=== Given data ===
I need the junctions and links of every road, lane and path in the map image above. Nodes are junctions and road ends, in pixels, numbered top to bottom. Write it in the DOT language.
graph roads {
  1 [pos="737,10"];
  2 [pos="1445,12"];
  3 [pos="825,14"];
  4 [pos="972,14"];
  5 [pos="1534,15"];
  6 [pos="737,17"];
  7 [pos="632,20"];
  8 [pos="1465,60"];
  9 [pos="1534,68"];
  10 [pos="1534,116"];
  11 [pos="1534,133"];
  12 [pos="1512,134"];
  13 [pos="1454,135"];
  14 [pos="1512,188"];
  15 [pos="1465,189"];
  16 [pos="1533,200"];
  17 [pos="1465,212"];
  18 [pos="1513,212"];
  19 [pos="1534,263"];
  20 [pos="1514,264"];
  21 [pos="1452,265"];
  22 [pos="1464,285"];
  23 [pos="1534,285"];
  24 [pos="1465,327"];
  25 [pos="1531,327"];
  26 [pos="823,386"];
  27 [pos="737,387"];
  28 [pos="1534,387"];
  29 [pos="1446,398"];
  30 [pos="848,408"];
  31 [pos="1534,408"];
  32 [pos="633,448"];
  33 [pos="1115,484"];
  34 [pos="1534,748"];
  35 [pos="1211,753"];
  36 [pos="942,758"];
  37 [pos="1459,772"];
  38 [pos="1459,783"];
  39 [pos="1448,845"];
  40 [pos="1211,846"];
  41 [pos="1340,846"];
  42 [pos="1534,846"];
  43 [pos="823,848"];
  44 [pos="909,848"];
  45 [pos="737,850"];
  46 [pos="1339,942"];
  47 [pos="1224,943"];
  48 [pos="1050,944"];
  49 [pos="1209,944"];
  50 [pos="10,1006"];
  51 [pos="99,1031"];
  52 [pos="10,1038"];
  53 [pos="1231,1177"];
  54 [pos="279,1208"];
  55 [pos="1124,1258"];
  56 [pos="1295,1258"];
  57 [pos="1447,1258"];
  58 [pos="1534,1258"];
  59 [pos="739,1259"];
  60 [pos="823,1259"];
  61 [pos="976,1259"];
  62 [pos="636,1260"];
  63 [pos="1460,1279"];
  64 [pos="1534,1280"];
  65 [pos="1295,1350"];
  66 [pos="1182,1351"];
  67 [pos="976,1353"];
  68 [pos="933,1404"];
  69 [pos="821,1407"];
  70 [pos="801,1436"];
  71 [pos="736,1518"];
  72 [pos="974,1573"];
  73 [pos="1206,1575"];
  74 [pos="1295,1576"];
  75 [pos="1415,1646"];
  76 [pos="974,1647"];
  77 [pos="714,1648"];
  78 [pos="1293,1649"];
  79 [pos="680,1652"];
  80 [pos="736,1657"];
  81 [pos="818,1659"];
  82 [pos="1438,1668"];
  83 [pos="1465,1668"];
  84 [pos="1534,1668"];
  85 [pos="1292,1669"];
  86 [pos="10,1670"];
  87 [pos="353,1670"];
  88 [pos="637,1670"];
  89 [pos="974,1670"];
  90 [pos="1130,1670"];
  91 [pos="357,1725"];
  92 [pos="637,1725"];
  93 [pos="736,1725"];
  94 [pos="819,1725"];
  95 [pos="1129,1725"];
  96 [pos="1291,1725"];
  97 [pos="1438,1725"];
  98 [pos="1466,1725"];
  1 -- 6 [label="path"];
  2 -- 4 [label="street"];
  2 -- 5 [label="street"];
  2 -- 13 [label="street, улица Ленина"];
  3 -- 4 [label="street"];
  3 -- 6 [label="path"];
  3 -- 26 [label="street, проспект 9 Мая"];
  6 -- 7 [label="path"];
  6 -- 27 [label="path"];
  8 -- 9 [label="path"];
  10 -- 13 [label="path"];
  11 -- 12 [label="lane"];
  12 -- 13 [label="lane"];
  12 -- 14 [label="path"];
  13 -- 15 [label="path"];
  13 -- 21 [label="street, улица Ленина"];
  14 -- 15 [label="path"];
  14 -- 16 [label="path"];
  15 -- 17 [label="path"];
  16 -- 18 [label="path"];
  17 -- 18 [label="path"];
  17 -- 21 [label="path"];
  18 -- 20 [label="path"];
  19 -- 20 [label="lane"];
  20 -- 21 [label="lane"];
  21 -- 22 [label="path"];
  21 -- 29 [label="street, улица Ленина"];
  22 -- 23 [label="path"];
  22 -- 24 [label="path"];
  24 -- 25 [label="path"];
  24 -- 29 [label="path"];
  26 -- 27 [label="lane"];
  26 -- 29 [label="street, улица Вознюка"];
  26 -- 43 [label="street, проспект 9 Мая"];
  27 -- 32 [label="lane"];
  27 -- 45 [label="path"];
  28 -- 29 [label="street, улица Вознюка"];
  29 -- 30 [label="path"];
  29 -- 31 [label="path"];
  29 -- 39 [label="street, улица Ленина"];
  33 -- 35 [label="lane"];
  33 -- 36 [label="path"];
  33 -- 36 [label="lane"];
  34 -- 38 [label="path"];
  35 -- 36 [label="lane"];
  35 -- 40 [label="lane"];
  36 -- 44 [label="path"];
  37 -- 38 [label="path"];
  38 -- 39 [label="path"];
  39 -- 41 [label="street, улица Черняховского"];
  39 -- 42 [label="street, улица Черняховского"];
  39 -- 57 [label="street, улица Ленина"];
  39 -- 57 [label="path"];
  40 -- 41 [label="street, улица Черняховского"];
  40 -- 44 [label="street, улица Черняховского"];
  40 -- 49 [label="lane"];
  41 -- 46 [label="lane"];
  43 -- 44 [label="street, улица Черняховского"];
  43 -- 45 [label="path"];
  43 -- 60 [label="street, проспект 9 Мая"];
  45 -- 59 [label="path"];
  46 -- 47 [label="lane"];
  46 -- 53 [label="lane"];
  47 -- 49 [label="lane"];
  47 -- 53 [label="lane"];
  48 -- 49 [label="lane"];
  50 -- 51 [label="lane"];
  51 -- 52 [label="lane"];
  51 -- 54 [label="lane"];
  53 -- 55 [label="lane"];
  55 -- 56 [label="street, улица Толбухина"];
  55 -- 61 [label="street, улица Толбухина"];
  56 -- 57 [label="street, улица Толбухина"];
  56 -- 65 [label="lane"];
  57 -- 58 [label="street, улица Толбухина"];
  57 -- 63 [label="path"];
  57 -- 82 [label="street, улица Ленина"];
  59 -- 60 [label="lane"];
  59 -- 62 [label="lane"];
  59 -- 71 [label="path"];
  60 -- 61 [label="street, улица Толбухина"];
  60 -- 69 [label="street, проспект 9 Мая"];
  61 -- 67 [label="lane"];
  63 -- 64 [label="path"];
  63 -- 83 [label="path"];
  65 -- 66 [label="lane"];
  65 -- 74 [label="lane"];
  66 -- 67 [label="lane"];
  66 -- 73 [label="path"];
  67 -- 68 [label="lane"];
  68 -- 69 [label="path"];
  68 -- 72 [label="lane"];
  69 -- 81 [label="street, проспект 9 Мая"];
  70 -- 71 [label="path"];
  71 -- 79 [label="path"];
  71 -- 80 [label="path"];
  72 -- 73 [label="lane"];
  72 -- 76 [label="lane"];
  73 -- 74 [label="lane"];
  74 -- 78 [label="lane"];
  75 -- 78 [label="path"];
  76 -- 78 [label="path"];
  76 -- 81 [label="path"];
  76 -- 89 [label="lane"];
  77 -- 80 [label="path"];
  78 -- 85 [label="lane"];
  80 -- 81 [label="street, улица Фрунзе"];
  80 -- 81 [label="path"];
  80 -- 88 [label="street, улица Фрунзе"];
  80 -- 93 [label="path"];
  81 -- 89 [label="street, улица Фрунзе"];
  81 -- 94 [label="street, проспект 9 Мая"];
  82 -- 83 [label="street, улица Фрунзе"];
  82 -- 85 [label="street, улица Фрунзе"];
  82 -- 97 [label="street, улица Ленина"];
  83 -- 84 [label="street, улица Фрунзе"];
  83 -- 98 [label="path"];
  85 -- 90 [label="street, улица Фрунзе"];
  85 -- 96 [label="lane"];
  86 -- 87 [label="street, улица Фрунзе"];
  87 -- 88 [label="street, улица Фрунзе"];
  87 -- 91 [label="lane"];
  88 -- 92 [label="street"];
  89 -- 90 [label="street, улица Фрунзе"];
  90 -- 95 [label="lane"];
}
===
=== Given data ===
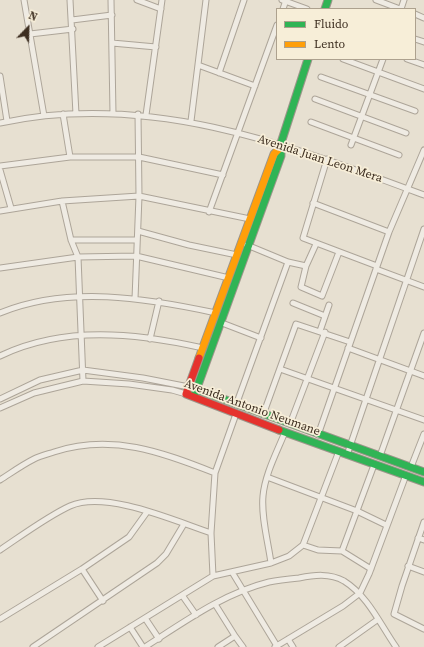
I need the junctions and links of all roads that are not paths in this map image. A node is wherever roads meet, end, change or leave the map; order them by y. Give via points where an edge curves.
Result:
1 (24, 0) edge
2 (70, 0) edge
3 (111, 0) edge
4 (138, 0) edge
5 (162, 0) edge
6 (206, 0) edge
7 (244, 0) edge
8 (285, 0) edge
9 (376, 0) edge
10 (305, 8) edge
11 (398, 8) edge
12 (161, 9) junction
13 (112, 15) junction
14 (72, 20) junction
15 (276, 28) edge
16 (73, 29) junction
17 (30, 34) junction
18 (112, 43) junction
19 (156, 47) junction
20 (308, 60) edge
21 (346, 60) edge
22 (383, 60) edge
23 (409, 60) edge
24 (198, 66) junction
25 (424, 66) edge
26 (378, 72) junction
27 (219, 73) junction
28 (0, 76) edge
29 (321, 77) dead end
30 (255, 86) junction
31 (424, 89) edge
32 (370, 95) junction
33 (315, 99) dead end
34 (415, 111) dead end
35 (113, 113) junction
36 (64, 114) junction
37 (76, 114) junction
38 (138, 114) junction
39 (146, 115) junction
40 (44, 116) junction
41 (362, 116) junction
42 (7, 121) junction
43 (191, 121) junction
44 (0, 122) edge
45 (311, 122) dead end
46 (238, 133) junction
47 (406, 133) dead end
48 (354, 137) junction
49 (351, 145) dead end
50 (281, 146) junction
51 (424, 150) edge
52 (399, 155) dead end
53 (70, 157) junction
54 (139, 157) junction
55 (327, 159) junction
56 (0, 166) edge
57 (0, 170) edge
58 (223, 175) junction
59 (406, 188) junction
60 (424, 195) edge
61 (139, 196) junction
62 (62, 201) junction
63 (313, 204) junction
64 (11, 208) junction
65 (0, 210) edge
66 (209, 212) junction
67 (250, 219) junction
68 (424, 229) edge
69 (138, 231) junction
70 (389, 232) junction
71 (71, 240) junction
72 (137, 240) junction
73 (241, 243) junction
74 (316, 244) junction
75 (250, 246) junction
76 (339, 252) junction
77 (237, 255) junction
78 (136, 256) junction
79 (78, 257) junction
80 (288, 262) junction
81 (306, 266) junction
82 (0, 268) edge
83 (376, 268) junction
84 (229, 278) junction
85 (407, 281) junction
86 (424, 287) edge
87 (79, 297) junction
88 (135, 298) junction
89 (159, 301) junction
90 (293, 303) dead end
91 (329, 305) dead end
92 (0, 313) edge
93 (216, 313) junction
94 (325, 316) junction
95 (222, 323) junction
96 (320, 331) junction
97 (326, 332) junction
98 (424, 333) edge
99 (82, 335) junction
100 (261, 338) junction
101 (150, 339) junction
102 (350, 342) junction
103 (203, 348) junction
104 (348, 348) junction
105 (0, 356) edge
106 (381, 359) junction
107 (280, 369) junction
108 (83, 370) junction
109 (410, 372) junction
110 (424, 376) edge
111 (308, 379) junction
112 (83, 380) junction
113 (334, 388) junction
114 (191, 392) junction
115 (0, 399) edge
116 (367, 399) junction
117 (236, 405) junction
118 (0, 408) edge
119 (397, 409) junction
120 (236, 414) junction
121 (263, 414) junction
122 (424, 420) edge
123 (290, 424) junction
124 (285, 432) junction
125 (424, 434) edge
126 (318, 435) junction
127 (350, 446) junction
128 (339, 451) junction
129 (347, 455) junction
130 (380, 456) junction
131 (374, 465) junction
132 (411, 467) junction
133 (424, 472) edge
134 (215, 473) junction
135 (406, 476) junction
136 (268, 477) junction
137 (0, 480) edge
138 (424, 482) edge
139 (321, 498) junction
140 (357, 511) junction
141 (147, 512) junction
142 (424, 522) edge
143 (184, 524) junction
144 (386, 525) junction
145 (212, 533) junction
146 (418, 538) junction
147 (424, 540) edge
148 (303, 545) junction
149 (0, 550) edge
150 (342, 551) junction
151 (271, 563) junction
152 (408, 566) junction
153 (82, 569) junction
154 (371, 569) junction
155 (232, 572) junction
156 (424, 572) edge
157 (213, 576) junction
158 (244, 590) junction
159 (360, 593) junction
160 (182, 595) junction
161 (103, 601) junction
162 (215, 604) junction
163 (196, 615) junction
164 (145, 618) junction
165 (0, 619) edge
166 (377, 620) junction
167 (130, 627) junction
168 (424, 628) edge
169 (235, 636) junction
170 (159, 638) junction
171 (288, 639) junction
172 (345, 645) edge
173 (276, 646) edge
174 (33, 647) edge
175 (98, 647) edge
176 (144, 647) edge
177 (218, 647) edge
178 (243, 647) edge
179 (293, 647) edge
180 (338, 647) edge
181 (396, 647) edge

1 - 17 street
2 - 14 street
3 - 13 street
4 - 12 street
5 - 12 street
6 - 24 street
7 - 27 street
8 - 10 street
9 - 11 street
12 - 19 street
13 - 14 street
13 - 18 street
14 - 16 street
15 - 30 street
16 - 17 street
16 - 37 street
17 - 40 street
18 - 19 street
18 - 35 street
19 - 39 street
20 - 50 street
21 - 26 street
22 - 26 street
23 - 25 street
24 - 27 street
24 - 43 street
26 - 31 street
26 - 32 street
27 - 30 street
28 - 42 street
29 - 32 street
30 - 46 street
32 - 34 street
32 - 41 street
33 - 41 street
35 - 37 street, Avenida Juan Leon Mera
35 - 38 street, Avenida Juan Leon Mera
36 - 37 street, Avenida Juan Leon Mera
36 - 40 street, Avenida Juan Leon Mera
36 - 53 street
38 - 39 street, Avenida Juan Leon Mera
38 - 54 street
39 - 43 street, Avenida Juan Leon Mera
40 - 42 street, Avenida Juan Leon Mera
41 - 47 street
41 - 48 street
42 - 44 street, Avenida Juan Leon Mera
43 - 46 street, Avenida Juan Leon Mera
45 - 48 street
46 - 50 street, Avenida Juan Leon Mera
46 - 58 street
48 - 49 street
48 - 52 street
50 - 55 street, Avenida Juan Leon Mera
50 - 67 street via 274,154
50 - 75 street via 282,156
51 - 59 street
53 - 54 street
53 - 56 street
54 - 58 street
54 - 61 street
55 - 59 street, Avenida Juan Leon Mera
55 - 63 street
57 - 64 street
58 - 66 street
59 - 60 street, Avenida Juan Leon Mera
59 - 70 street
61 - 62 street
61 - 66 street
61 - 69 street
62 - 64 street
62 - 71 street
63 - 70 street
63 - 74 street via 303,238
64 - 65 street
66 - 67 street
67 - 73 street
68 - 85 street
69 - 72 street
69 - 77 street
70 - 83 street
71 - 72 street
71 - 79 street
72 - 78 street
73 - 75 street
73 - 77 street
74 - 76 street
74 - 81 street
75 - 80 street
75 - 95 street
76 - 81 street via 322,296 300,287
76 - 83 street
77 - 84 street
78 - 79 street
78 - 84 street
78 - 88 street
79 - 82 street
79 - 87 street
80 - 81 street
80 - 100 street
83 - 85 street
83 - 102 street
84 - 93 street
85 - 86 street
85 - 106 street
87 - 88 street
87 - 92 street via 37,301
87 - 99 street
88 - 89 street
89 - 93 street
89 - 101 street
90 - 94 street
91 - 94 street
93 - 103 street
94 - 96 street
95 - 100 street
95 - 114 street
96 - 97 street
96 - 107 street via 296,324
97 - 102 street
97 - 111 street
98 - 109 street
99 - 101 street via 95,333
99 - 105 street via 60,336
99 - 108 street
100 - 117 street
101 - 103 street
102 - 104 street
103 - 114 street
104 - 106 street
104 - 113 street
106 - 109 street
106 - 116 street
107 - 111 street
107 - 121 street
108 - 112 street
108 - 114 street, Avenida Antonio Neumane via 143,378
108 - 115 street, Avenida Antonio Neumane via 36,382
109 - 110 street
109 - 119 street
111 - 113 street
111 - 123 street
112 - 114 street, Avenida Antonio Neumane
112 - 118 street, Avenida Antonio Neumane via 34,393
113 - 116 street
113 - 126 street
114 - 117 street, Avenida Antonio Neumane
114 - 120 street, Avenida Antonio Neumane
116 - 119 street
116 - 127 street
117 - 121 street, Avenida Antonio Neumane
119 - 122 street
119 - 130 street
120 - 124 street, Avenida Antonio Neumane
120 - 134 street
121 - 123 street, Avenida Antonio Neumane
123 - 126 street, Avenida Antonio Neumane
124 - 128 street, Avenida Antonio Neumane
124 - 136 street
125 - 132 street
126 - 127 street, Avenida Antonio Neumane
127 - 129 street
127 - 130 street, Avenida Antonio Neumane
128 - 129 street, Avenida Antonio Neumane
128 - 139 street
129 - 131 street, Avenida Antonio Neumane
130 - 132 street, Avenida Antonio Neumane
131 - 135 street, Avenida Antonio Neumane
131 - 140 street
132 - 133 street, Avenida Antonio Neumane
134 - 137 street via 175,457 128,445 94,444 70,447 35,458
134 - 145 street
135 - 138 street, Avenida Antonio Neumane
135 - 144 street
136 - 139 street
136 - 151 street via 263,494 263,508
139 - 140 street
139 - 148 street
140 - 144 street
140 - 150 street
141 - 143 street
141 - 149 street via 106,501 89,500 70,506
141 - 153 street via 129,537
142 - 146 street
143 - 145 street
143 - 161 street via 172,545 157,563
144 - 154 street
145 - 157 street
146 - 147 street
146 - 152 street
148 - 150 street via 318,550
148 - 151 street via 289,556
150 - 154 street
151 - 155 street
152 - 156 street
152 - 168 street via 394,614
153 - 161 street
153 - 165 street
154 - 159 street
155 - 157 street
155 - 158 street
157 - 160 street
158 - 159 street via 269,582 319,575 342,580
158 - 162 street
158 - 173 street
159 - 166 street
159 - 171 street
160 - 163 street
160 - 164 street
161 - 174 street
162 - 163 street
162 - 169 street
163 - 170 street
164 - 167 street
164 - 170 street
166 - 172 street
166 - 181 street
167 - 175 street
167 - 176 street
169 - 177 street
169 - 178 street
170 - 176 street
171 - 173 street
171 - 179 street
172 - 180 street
===
**What you are asked to do**. The string "links" marks the lines to copy; report each of them from the data above.

**Answer to the exercise**.
I need the junctions and links of every road, lane and path in the map image above. Nodes are junctions and road ends, in pixels, numbered top to bottom. Write it in the DOT language.
I need the junctions and links of all roads that are not paths in this map image. A node is wherever roads meet, end, change or leave the map; order them by y. Give via points where an edge curves.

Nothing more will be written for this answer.